David Maxwell returned to the 6th, 8th, and 9th Sessions of the General Assembly. He served as the Speaker of the Indiana House of Representatives during the 8th Assembly. As a Representative he served on the Ways & Means Committee and the Committee on Education. From 1826 until 1829 he represented the counties of Monroe, Greene, and Owen in the Indiana Senate. There he once more served on the Ways & Means Committee and became Chair of the Committee on Education.

=== Late political career and the creation of Indiana College ===
On January 24, 1828, legislation was passed to change the Indiana State Seminary into Indiana College bringing it one step closer to the Indiana University of today. During the 1836 legislative session, Indiana Governor Noah Noble appointed David Maxwell to the State Board of Internal Improvements where Maxwell was elected president. Following the Panic of 1837 and subsequent collapse of the project, Maxwell moved on. In 1841 President Tyler, a Whig politician, appointed Maxwell a fellow Whig to be the Postmaster of Bloomington where Maxwell served from May 31, 1841, until December 30, 1845. He was superseded as Postmaster by John Berry who had been appointed by President Polk, a Democrat. Maxwell would then serve as Mayor of Bloomington in 1848.

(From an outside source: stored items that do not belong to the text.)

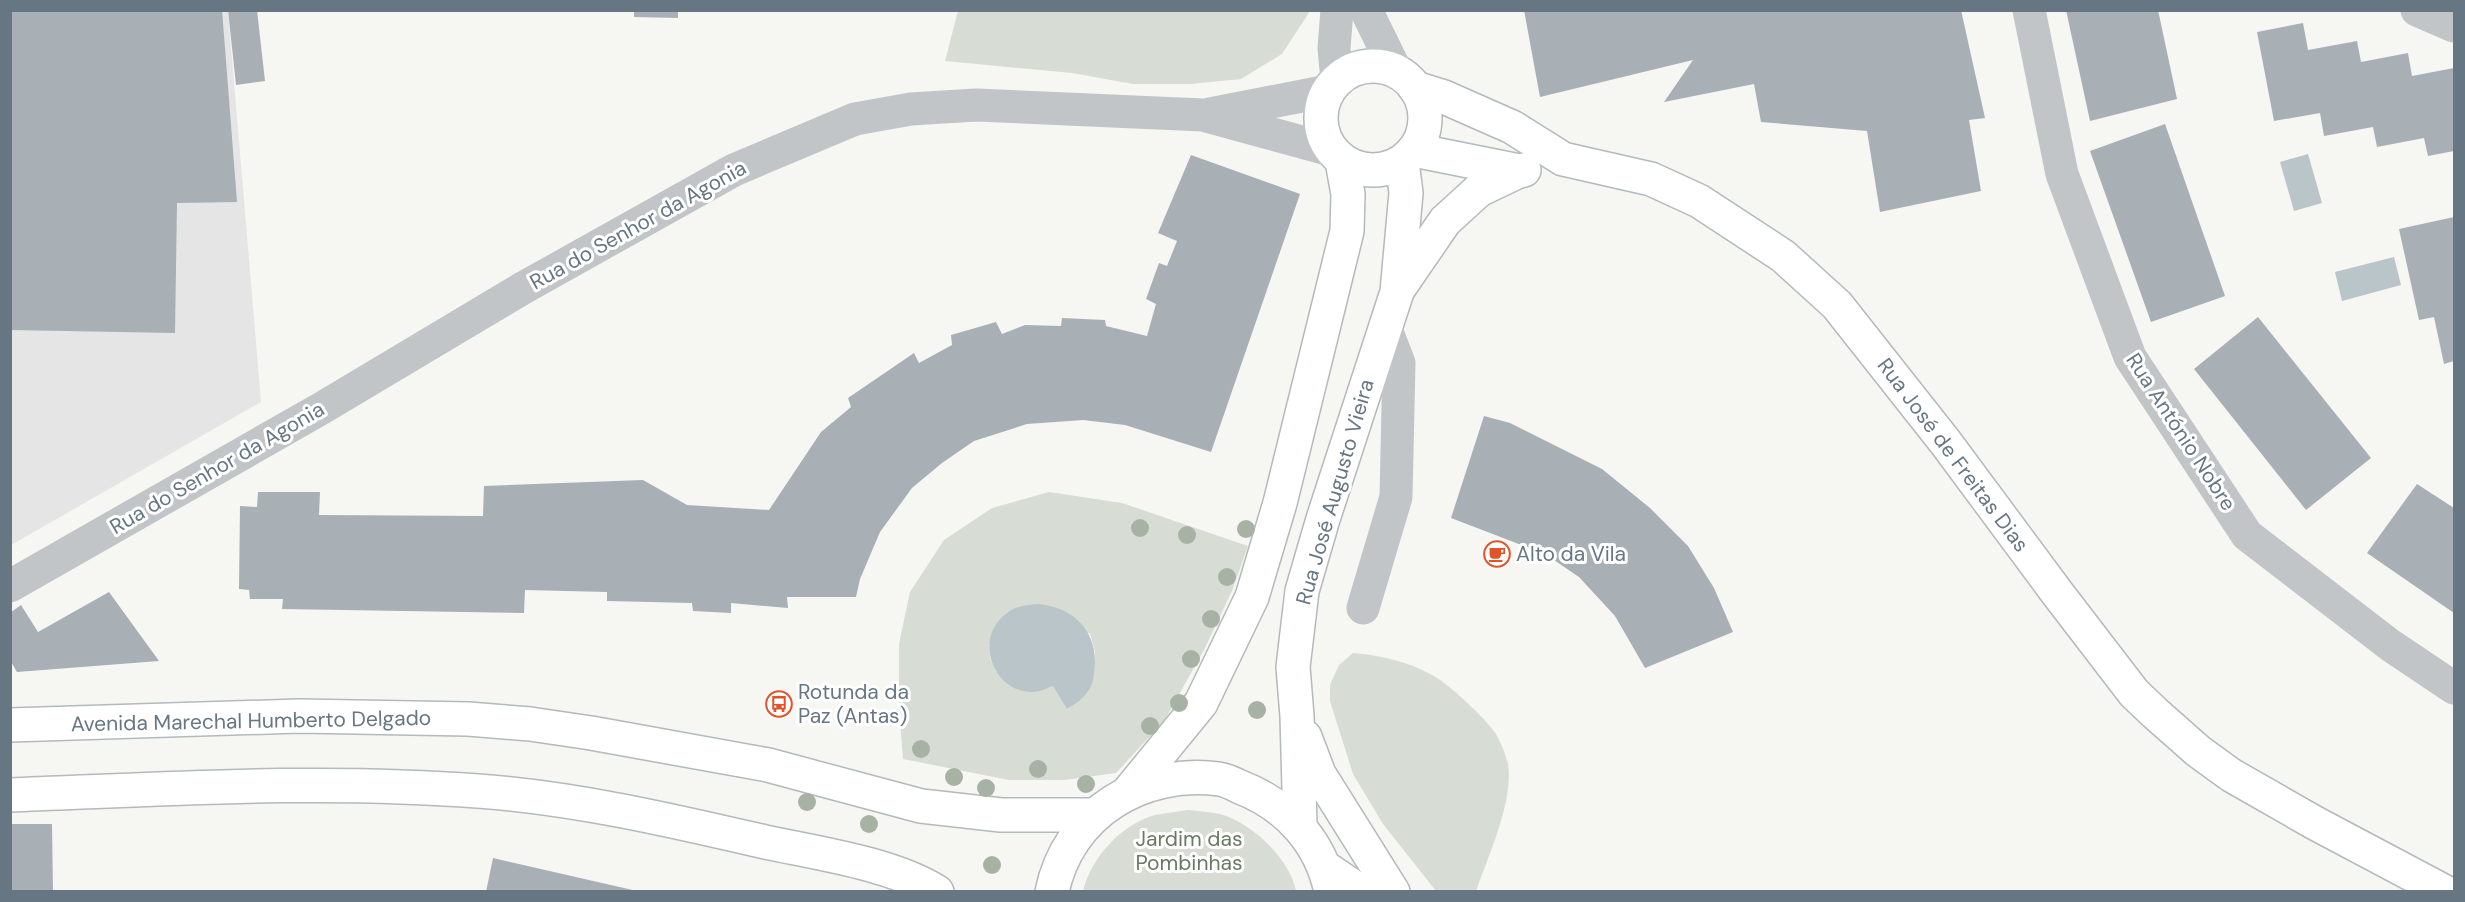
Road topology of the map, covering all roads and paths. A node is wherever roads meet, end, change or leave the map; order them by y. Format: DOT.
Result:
graph roads {
  1 [pos="1337,10"];
  2 [pos="1366,10"];
  3 [pos="2029,10"];
  4 [pos="2417,10"];
  5 [pos="2454,26"];
  6 [pos="1406,80"];
  7 [pos="1333,85"];
  8 [pos="1203,115"];
  9 [pos="1337,155"];
  10 [pos="1408,156"];
  11 [pos="1563,159"];
  12 [pos="1519,171"];
  13 [pos="1397,292"];
  14 [pos="1385,327"];
  15 [pos="10,586"];
  16 [pos="1363,608"];
  17 [pos="2454,688"];
  18 [pos="1297,717"];
  19 [pos="10,725"];
  20 [pos="1130,790"];
  21 [pos="10,795"];
  22 [pos="1094,815"];
  23 [pos="1300,826"];
  24 [pos="1329,880"];
  25 [pos="937,891"];
  26 [pos="1052,891"];
  27 [pos="1361,891"];
  28 [pos="1393,891"];
  29 [pos="2445,891"];
  1 -- 7 [label="street"];
  2 -- 6 [label="street"];
  3 -- 17 [label="street, Rua António Nobre"];
  4 -- 5 [label="street"];
  6 -- 7 [label="main road"];
  6 -- 10 [label="main road"];
  6 -- 11 [label="main road, Rua José de Freitas Dias"];
  7 -- 8 [label="street"];
  7 -- 9 [label="main road"];
  8 -- 9 [label="street, Rua do Senhor da Agonia"];
  8 -- 15 [label="street, Rua do Senhor da Agonia"];
  9 -- 10 [label="main road"];
  9 -- 20 [label="main road"];
  10 -- 12 [label="main road"];
  10 -- 13 [label="main road, Rua José Augusto Vieira"];
  11 -- 12 [label="main road"];
  11 -- 29 [label="main road, Rua José de Freitas Dias"];
  12 -- 13 [label="main road"];
  13 -- 14 [label="main road, Rua José Augusto Vieira"];
  14 -- 16 [label="street"];
  14 -- 18 [label="main road, Rua José Augusto Vieira"];
  18 -- 23 [label="main road, Rua José Augusto Vieira"];
  18 -- 28 [label="main road"];
  19 -- 22 [label="main road, Avenida Marechal Humberto Delgado"];
  20 -- 22 [label="main road"];
  20 -- 23 [label="main road"];
  21 -- 25 [label="main road"];
  22 -- 26 [label="main road"];
  23 -- 24 [label="main road"];
  24 -- 27 [label="main road"];
}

President Zachary Taylor reappointed David Maxwell as a postmaster restoring Whig control. Maxwell once more served as Postmaster from 1849 until 1852.

== Personal life ==
Maxwell married Mary E. Dunn of Danville, Kentucky, on September 21, 1809. She was the daughter of Samuel Dunn an Irish-American immigrant from County Down, Ireland. Together they had 10 children, including Dr. James Darwin Maxwell (b. 1815). Dr. James Darwin Maxwell was one of the youngest people to ever attend Indiana University gaining admission at the age of eight.

David Maxwell is the uncle of the 8th Mayor of Indianapolis Samuel D Maxwell.

== Death and legacy ==
David Maxwell died on May 24, 1854. His final words were said to have been "Lord, now lettest thou thy servant depart in peace." The beginning of the Nunc Dimittis.

Maxwell's legacy lives on through Indiana University. In 1889, the Dean of the IU School of Law described Maxwell in his writings chronicling the history of Indiana University: "So unremitting was he in his labors in its behalf, and to such good purpose were they directed, that it can better be said of him than of any other, 'He was the Father of the Indiana University.'"

In 1890, Maxwell Hall, then Library Hall, was built on the IU Bloomington campus having been designed by Architect George Buntig to reflect the Romanesque Revival style. It was renamed in 1894 to honor David Maxwell. Initially serving as a library, today the building houses the Gayle Karch Cook Center for Public Arts and Humanities. The center is named in honor of Gayle Karch Cook. A graduate of IU with a B.A. in fine arts and a later honorary Doctor of Humane Letters. In 2015, Cook was recognized with the College of Arts and Sciences Distinguished Alumni Award.